* **Work task**
Report every line of the data that includes "Westring".

* **Available records**
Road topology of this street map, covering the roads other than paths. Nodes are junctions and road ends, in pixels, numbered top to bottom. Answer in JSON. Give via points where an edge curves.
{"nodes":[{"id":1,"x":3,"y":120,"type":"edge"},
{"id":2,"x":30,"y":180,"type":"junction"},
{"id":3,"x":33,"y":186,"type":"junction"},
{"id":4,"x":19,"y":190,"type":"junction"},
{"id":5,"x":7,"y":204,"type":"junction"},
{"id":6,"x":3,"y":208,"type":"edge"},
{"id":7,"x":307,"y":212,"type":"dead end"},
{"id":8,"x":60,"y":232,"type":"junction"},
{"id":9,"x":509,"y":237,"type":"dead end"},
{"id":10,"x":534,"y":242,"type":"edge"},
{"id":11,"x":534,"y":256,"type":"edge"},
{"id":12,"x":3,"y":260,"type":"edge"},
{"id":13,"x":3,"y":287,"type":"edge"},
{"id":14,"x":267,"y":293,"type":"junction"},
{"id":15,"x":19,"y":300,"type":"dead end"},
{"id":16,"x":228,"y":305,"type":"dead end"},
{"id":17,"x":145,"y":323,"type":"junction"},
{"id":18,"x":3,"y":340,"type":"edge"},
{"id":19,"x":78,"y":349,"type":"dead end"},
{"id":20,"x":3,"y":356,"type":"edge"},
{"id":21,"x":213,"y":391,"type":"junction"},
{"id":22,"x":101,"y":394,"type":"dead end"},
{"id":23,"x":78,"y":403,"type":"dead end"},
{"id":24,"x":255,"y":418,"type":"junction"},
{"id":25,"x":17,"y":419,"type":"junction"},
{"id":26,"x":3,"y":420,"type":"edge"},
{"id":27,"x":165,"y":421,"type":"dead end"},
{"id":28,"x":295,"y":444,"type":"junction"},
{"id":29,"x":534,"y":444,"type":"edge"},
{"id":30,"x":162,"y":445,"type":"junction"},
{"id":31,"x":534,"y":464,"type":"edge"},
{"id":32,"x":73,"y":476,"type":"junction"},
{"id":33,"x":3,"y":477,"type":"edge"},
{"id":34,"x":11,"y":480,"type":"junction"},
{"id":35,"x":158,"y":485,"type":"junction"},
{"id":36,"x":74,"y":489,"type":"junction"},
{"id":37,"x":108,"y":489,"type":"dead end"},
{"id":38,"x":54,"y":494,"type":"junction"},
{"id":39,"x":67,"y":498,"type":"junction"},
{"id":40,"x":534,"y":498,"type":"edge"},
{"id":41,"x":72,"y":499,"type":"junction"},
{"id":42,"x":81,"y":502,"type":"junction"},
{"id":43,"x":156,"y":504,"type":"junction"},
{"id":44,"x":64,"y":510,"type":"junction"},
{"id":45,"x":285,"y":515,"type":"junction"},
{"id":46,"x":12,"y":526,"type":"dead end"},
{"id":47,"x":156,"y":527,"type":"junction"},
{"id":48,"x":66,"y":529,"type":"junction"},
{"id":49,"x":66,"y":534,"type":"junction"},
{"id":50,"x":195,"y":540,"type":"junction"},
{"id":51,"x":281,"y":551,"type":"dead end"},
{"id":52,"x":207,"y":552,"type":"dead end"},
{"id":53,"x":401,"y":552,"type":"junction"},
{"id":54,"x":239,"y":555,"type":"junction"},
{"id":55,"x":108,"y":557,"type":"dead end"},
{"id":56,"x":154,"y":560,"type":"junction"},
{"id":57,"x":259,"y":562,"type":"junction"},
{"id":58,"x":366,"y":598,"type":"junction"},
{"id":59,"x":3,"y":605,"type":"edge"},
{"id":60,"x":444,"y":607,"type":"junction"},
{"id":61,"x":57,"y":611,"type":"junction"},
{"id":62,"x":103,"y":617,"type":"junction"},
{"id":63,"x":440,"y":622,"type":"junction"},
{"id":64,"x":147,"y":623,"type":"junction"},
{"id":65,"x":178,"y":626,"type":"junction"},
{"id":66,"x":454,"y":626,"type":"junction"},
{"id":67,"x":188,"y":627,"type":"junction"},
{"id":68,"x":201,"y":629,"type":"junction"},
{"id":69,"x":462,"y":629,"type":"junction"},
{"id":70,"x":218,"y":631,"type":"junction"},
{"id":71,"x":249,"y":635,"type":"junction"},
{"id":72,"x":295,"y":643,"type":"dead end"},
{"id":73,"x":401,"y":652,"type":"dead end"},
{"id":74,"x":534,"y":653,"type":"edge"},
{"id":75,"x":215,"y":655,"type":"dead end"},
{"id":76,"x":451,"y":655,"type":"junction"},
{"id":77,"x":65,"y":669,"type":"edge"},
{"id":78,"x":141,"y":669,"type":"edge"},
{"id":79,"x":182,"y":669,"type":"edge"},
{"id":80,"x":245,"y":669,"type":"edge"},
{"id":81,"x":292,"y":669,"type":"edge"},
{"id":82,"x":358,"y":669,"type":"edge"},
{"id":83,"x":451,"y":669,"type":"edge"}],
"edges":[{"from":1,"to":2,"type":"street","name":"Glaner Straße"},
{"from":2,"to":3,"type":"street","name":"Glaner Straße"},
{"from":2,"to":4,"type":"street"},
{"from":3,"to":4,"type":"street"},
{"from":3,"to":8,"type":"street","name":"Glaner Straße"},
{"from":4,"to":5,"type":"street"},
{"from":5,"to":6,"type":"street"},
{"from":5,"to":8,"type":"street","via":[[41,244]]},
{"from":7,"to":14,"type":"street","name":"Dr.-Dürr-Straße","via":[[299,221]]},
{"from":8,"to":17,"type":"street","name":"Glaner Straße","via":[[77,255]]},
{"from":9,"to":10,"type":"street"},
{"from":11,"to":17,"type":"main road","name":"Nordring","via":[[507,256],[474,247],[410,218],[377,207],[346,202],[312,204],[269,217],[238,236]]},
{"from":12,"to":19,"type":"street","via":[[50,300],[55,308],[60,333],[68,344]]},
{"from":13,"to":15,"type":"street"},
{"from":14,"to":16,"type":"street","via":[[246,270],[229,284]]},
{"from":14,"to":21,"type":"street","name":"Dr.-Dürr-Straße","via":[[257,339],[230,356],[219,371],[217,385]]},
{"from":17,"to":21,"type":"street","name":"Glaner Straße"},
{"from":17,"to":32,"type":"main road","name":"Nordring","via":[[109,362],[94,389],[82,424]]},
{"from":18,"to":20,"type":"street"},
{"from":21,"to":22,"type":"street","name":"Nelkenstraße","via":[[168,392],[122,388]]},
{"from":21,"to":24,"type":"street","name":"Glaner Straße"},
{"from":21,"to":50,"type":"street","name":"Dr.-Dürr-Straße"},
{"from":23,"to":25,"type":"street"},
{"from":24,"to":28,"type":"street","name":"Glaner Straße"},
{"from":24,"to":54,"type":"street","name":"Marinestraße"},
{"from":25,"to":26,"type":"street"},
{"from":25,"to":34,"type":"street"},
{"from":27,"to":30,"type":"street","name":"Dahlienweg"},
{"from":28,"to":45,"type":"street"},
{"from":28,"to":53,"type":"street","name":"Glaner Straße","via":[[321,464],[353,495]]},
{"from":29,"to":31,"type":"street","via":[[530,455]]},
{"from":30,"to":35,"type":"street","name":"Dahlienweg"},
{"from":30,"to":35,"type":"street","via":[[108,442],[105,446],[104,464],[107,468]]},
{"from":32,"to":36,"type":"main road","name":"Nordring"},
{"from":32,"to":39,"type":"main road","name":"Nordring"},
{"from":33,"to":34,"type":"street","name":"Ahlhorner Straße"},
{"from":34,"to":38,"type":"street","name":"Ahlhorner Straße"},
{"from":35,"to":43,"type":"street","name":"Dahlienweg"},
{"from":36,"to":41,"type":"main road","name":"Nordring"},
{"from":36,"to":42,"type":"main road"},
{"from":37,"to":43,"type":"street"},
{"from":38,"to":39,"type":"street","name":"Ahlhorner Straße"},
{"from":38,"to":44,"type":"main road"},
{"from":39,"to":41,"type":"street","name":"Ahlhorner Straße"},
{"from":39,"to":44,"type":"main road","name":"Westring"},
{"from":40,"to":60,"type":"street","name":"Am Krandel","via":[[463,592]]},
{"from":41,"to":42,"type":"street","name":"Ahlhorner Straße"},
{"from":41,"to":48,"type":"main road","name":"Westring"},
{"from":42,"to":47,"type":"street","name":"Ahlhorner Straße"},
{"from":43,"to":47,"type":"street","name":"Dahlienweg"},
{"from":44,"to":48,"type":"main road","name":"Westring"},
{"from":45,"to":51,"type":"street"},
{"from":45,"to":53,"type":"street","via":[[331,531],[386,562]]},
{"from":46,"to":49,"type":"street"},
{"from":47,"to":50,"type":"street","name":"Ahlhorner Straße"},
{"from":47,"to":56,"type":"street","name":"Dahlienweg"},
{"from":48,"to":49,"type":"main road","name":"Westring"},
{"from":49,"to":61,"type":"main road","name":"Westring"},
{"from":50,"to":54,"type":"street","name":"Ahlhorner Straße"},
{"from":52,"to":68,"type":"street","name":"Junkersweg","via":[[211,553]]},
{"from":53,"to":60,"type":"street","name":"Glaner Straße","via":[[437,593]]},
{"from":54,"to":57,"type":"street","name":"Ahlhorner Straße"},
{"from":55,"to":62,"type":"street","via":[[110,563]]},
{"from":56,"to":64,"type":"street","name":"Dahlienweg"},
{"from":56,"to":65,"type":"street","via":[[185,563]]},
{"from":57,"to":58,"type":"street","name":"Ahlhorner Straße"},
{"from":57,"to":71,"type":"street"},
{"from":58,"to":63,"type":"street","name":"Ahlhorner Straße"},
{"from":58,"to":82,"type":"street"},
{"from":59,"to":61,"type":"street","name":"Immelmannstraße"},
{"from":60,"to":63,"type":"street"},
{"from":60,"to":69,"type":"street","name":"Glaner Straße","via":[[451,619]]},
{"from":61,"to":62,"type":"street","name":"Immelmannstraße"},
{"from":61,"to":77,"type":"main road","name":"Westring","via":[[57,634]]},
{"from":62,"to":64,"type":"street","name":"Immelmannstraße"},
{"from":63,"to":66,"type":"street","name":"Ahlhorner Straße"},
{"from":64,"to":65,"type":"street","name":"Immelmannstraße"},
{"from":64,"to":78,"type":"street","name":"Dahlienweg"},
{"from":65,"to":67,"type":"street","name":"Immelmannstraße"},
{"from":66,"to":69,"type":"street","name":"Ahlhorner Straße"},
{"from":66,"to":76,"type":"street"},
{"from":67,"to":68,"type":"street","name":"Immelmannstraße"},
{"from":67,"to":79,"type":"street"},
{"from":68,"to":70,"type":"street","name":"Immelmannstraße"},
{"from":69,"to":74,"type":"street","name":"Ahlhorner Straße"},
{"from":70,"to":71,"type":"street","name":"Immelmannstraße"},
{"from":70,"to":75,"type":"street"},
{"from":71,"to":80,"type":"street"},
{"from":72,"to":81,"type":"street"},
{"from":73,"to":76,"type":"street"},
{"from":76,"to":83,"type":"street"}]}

* **Result**
{"from":39,"to":44,"type":"main road","name":"Westring"},
{"from":41,"to":48,"type":"main road","name":"Westring"},
{"from":44,"to":48,"type":"main road","name":"Westring"},
{"from":48,"to":49,"type":"main road","name":"Westring"},
{"from":49,"to":61,"type":"main road","name":"Westring"},
{"from":61,"to":77,"type":"main road","name":"Westring","via":[[57,634]]},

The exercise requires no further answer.